海外アーティストに動画インタビューを行う DIYメディアは海外には数多くあれど、日本では、ほぼ見たことがない。おそらくこれは英語の壁によるものだろう。
また、我々にとっても最大のハードルなのが、撮影したインタビュー動画を見やすく編集し、自然な日本語字幕をつける作業だ。これが思いのほか、非常にハードワークなのだ。
さらには、メタルやプログ界隈で、女性のみで運営しているメディアというのも、ほぼ見たことがない。
これらの独自性を活かすことで、日本はもちろんのこと、世界に対しても発信ができるし、もっとさまざまなアーティストや業界関係者に取材ができるのでは?という気づきを得たのだった。
・毎月の来日取材
そして今年2026年。
上記の通り、動画編集・字幕制作にかなりの時間を要するため、まだ公開できていないインタビュー動画もあるのだが…
▼2月:デンマークのプログメタル・バンド VOLA 初来日 独占インタビュー
▼3月:Dream Theater のマイク・ポートノイ 来日後 独占 Zoomインタビュー
▼4月:新世代ギター・ヒーロー Jack Gardiner 来日インタビュー
▼5月:アメリカのプログメタル・バンド Fallujah 初来日 独占インタビュー
…と、毎月のようにインタビューを行っている。
Jack や Fallujah のようなアーティストは、本人自ら我々の日本語記事を翻訳して読んでくれたり、YouTube もチェックして、感想をくれたりするので、なおさら責任を感じて、気合が入るというものだ。
これからも、当事者たち(アーティストに限らず、それを支える業界関係者なども含め)の言葉を伝えていけるよう、幅広く取材を続けていきたい。
4. これから目指すこと
いま一番の課題は、やってみたい企画、話を訊いてみたい人があまりにも多すぎて、時間が足りないことだ。
ご存知のように、最近は来日ラッシュなので、そのたびに取材依頼をするかどうか悩んでいる。
テキスト系は Tate 、画像・動画系は Izumi という、得意分野を活かした作業分担ができているものの、2人とも本業の仕事を抱えながら作業しているので、なかなか限界がある。
昨今は AI の力を借りることで、インタビュー後、公開できる形にするまでのスピードは少しずつ上がってきている。
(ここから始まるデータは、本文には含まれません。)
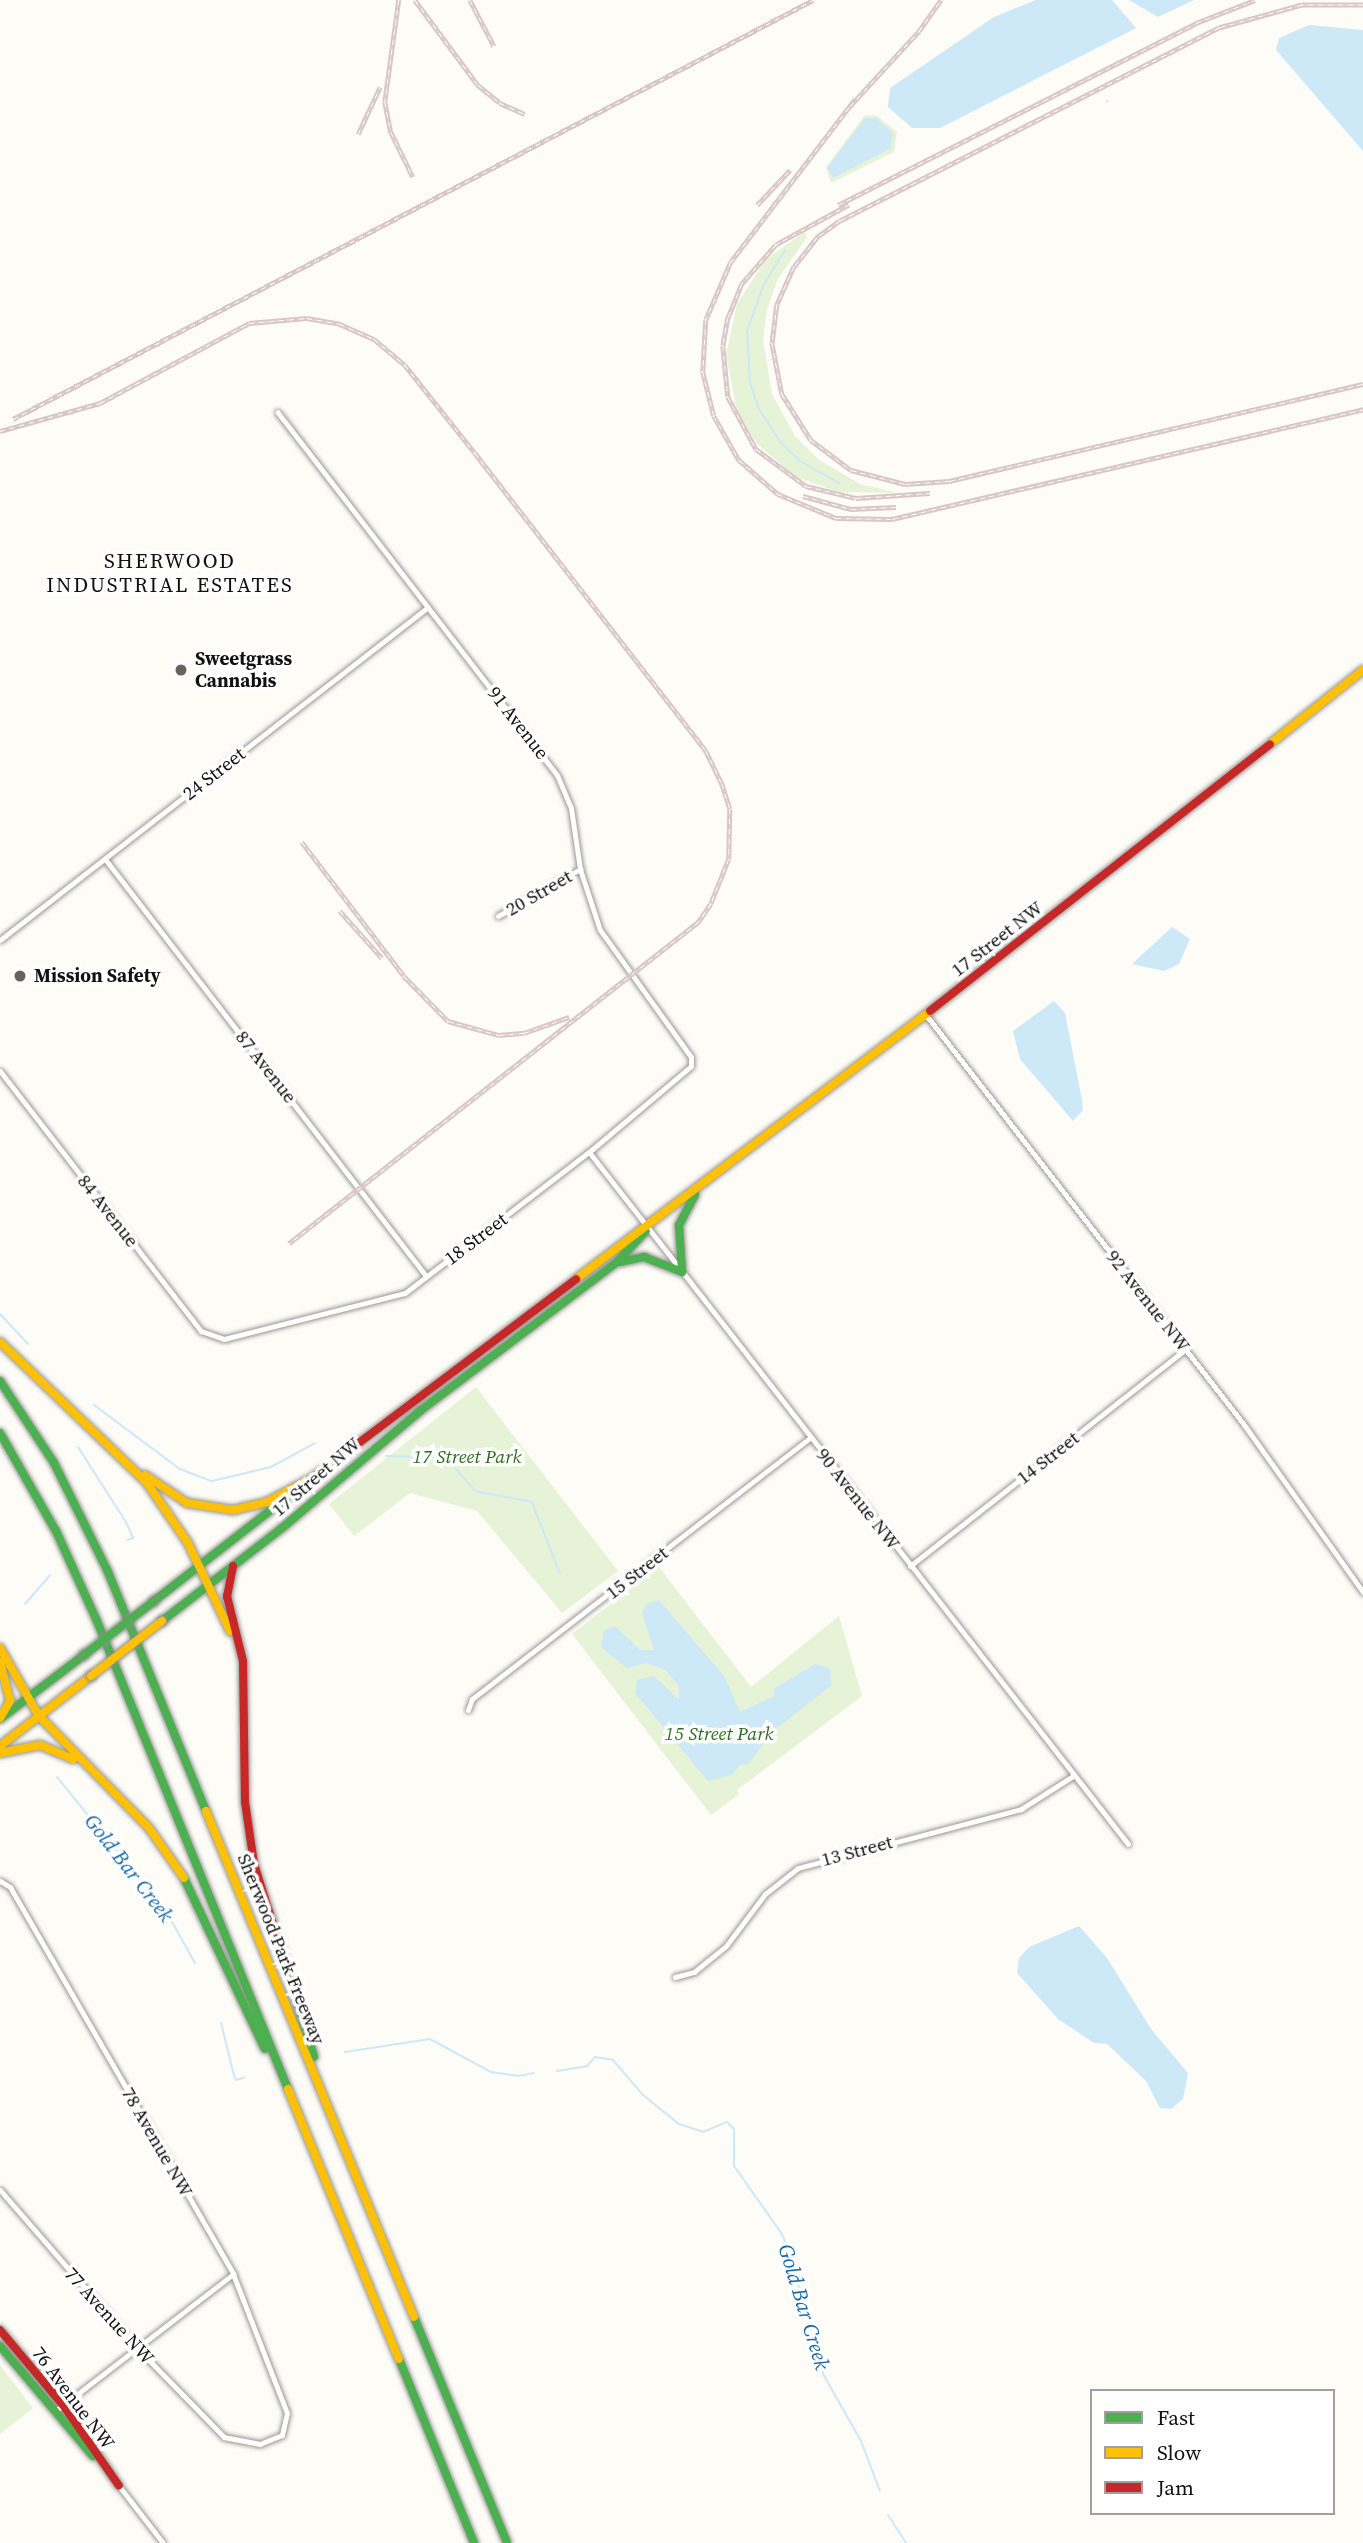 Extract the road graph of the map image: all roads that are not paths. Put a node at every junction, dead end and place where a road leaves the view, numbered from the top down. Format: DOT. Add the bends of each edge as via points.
graph roads {
  1 [pos="277,412"];
  2 [pos="428,607"];
  3 [pos="1363,670"];
  4 [pos="105,859"];
  5 [pos="580,869"];
  6 [pos="498,916"];
  7 [pos="0,940"];
  8 [pos="926,1015"];
  9 [pos="691,1066"];
  10 [pos="0,1071"];
  11 [pos="589,1152"];
  12 [pos="697,1191"];
  13 [pos="648,1228"];
  14 [pos="617,1262"];
  15 [pos="682,1272"];
  16 [pos="426,1276"];
  17 [pos="224,1339"];
  18 [pos="0,1342"];
  19 [pos="1186,1349"];
  20 [pos="0,1381"];
  21 [pos="0,1433"];
  22 [pos="810,1438"];
  23 [pos="128,1462"];
  24 [pos="314,1477"];
  25 [pos="199,1565"];
  26 [pos="233,1566"];
  27 [pos="909,1566"];
  28 [pos="210,1584"];
  29 [pos="1363,1592"];
  30 [pos="0,1648"];
  31 [pos="0,1662"];
  32 [pos="244,1686"];
  33 [pos="28,1697"];
  34 [pos="468,1710"];
  35 [pos="39,1716"];
  36 [pos="0,1719"];
  37 [pos="0,1746"];
  38 [pos="0,1753"];
  39 [pos="1073,1776"];
  40 [pos="101,1781"];
  41 [pos="1129,1844"];
  42 [pos="0,1881"];
  43 [pos="675,1978"];
  44 [pos="322,2092"];
  45 [pos="290,2094"];
  46 [pos="0,2190"];
  47 [pos="233,2274"];
  48 [pos="0,2330"];
  49 [pos="0,2346"];
  50 [pos="137,2348"];
  51 [pos="62,2405"];
  52 [pos="54,2412"];
  53 [pos="223,2437"];
  54 [pos="119,2486"];
  55 [pos="163,2543"];
  56 [pos="474,2543"];
  57 [pos="507,2543"];
  1 -- 2 [label="street, 91 Avenue"];
  2 -- 4 [label="street, 24 Street"];
  2 -- 5 [label="street, 91 Avenue" via="557,775 571,808"];
  3 -- 8 [label="main road, 17 Street NW"];
  4 -- 7 [label="street, 24 Street"];
  4 -- 16 [label="street, 87 Avenue"];
  5 -- 6 [label="street, 20 Street"];
  5 -- 9 [label="street, 91 Avenue" via="586,897 612,952 691,1057"];
  8 -- 12 [label="main road, 17 Street NW"];
  8 -- 19 [label="street, 92 Avenue NW"];
  9 -- 11 [label="street, 18 Street"];
  10 -- 17 [label="street, 84 Avenue" via="201,1331"];
  11 -- 13 [label="street, 90 Avenue NW"];
  11 -- 16 [label="street, 18 Street"];
  12 -- 13 [label="main road, 17 Street NW"];
  12 -- 15 [label="main road" via="679,1225"];
  13 -- 14 [label="main road, 17 Street NW" via="640,1243"];
  13 -- 15 [label="street, 90 Avenue NW"];
  13 -- 24 [label="main road, 17 Street NW"];
  14 -- 15 [label="main road" via="644,1257"];
  14 -- 26 [label="main road, 17 Street NW" via="410,1419"];
  15 -- 22 [label="street, 90 Avenue NW"];
  16 -- 17 [label="street, 18 Street" via="397,1296"];
  18 -- 23 [label="main road"];
  19 -- 27 [label="street, 14 Street"];
  19 -- 29 [label="street, 92 Avenue NW"];
  20 -- 44 [label="main road, Sherwood Park Freeway" via="41,1441 92,1536"];
  21 -- 45 [label="main road" via="77,1575"];
  22 -- 27 [label="street, 90 Avenue NW"];
  22 -- 34 [label="street, 15 Street" via="472,1699"];
  23 -- 24 [label="main road" via="174,1496 216,1510 256,1506"];
  23 -- 25 [label="main road" via="169,1514"];
  24 -- 25 [label="main road"];
  25 -- 28 [label="main road"];
  25 -- 33 [label="main road, bridge"];
  26 -- 28 [label="main road, 17 Street NW"];
  26 -- 32 [label="main road" via="227,1596"];
  27 -- 39 [label="street, 90 Avenue NW"];
  28 -- 32 [label="main road" via="232,1638"];
  28 -- 35 [label="main road, 17 Street NW, bridge"];
  30 -- 33 [label="main road"];
  31 -- 36 [label="main road" via="10,1701"];
  32 -- 44 [label="main road" via="245,1802 254,1864 308,2032"];
  33 -- 35 [label="main road"];
  33 -- 36 [label="main road"];
  35 -- 37 [label="main road, 17 Street NW"];
  35 -- 40 [label="main road"];
  38 -- 40 [label="main road" via="29,1744 49,1747"];
  39 -- 41 [label="street, 90 Avenue NW"];
  39 -- 43 [label="street, 13 Street" via="1021,1809 798,1868 765,1894 726,1946 694,1972"];
  40 -- 45 [label="main road" via="178,1865"];
  42 -- 47 [label="street, 78 Avenue NW" via="10,1887"];
  44 -- 57 [label="main road, Sherwood Park Freeway"];
  45 -- 56 [label="main road"];
  46 -- 50 [label="street, 77 Avenue NW"];
  47 -- 50 [label="street"];
  47 -- 53 [label="street, 78 Avenue NW" via="287,2417 286,2429 274,2441 246,2444"];
  48 -- 51 [label="main road, 76 Avenue NW"];
  49 -- 52 [label="main road, 76 Avenue NW"];
  50 -- 51 [label="street"];
  50 -- 53 [label="street, 77 Avenue NW"];
  51 -- 52 [label="street"];
  51 -- 54 [label="main road, 76 Avenue NW"];
  52 -- 54 [label="main road, 76 Avenue NW"];
  54 -- 55 [label="street, 76 Avenue NW"];
}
しかし、まだ公開できていない素材は沢山あるので、それらを何らかの形で表に出すことは、引き続き、やっていきたい。
その手段の一つとしても考えているのがポッドキャストで、例えば、取材の裏話なども、音声であれば、動画よりもクイックに公開できると思うので、今後、チャレンジしていけたらと考えている。
また、ゲストを迎えてのリアルイベント(トークショー)やライブイベント等も、いつかは主催してみたいという野望もずっとある。
そのためにも、完全DIYとは言え、少しずつマネタイズもした方が良いだろうという気持ちもあり、コンテンツの有料化なども試していけたらと思っている。
(先日、初めて有料記事を出したところ、思いのほか、皆さんに購入いただくことができ、本当に有難かったです!)
5年前、Prog Projectを始めた頃は、正直、ここまで活動が広がるとは思っていなかった。しかし、当時も今も「プログレッシヴ」な音楽を、より多くの人に届けたいという気持ちに変わりは無い。
日本と海外を繋ぐ架け橋として、これからも少しずつ挑戦を続けていきたいと思う。